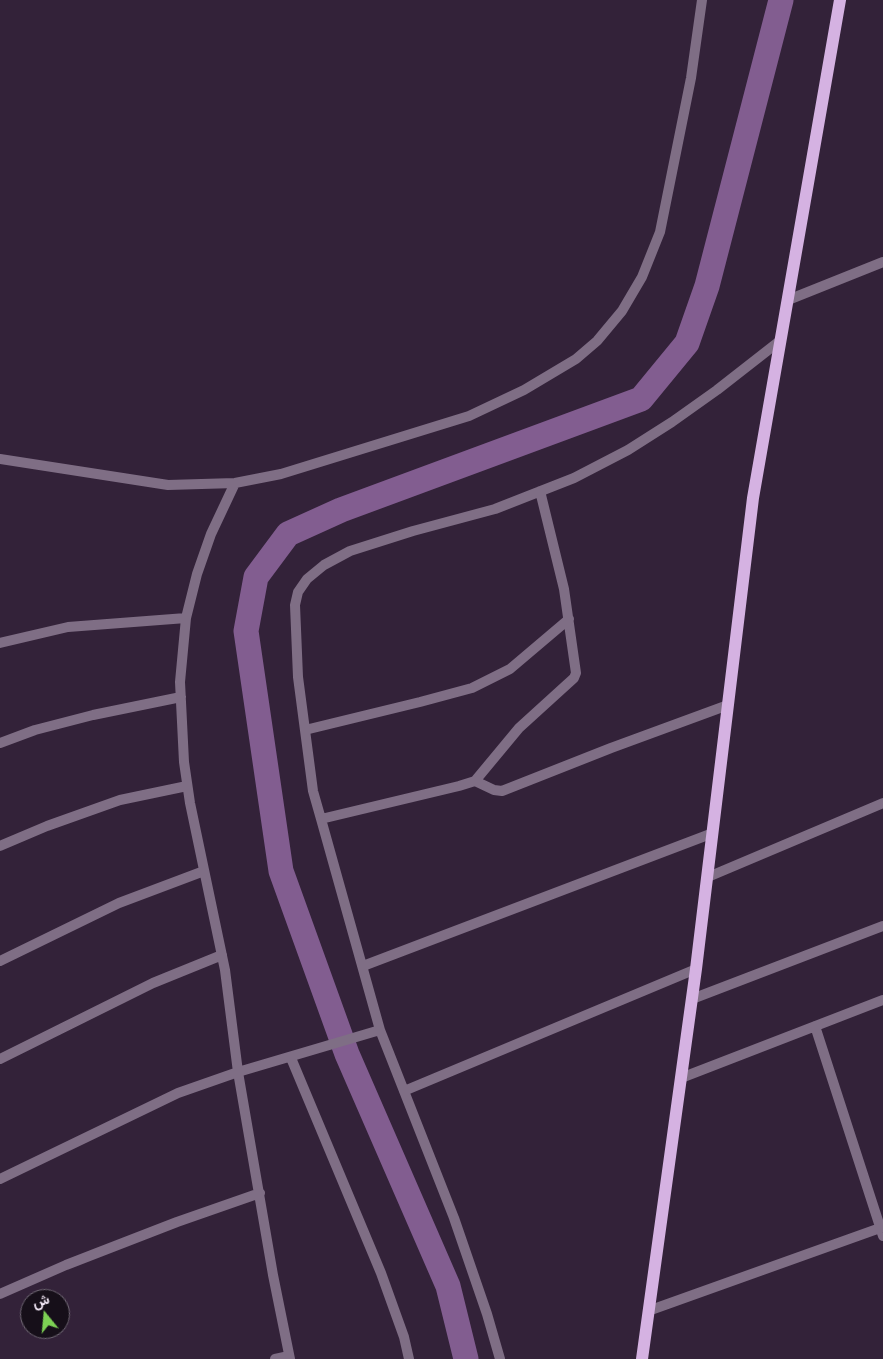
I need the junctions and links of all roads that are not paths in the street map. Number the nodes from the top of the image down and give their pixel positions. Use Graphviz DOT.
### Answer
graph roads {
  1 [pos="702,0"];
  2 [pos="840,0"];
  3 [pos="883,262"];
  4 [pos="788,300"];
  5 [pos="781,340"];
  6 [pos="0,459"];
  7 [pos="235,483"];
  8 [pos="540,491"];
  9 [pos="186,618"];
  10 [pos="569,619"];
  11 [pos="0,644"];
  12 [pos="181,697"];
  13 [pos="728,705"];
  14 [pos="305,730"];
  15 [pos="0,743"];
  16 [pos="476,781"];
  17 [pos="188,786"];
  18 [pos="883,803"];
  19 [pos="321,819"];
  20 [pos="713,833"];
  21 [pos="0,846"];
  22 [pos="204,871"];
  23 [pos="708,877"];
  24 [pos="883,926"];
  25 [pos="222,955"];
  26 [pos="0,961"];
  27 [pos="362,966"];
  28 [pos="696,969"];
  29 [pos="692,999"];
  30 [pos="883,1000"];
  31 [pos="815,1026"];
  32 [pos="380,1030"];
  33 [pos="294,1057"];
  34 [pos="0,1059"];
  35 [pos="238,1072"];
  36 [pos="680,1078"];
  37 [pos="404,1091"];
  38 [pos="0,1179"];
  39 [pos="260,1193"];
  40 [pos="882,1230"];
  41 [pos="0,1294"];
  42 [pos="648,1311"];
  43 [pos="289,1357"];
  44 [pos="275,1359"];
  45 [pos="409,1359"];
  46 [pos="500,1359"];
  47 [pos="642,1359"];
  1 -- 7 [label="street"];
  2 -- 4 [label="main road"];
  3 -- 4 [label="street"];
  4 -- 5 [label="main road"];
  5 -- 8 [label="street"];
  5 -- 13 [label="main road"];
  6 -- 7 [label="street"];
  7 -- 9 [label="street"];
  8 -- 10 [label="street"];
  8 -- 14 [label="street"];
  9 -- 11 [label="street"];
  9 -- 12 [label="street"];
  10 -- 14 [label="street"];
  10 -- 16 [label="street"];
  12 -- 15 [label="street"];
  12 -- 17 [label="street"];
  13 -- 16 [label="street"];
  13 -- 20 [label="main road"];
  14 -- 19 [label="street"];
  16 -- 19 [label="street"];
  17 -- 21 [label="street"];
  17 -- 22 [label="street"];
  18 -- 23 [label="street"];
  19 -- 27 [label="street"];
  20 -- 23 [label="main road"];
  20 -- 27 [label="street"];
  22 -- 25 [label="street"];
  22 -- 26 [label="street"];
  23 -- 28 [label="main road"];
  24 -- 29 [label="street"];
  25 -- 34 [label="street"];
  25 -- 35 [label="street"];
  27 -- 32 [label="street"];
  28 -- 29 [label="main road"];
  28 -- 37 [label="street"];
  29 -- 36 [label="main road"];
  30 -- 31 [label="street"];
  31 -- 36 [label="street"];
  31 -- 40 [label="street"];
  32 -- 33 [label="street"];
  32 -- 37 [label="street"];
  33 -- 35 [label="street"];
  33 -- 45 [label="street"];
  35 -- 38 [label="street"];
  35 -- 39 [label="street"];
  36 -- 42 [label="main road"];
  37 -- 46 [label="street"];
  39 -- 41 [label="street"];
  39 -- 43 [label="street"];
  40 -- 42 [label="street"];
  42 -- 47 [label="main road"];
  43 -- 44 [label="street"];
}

==

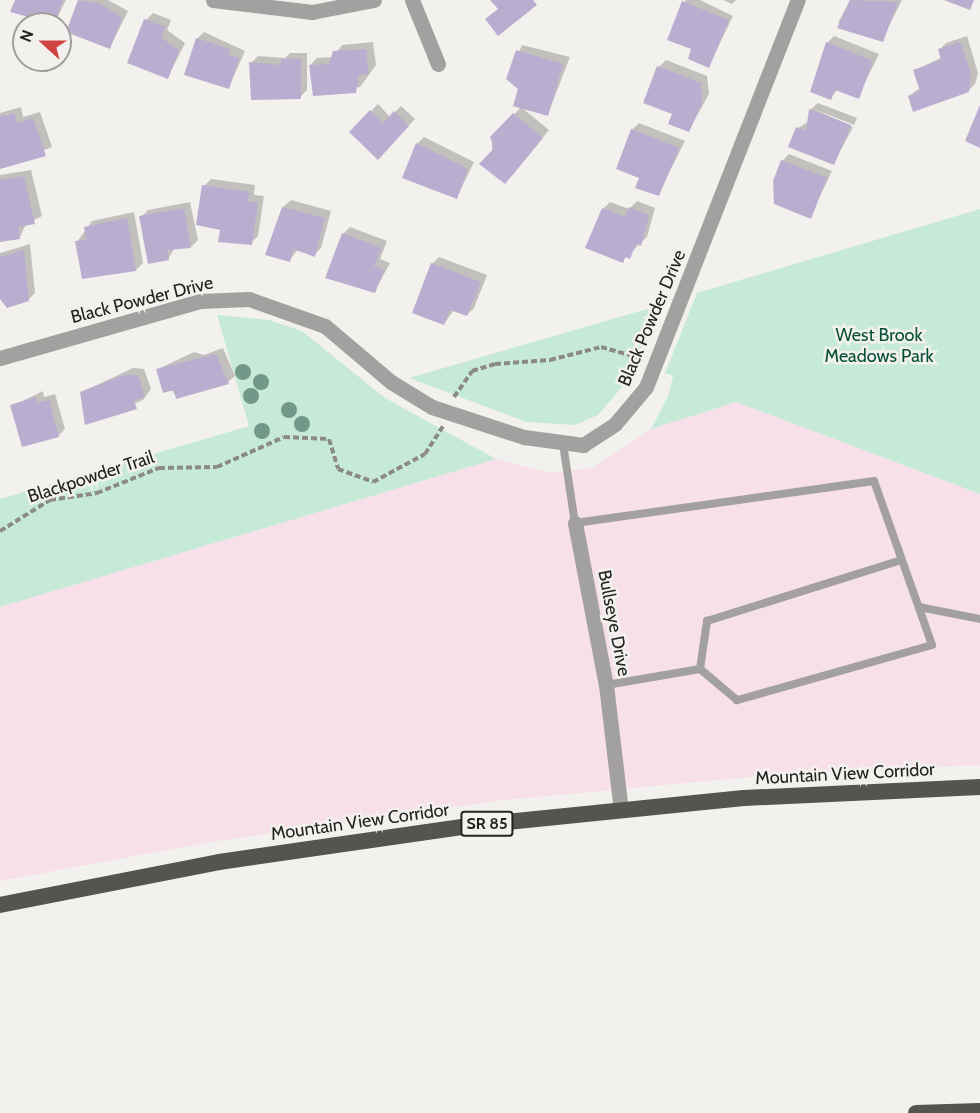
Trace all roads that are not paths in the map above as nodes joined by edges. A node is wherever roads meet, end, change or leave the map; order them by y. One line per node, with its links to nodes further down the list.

→ **Brief**
Say how many lines of the entries above hold the string "that", and say nothing besides the number.

→ **Expected answer**
2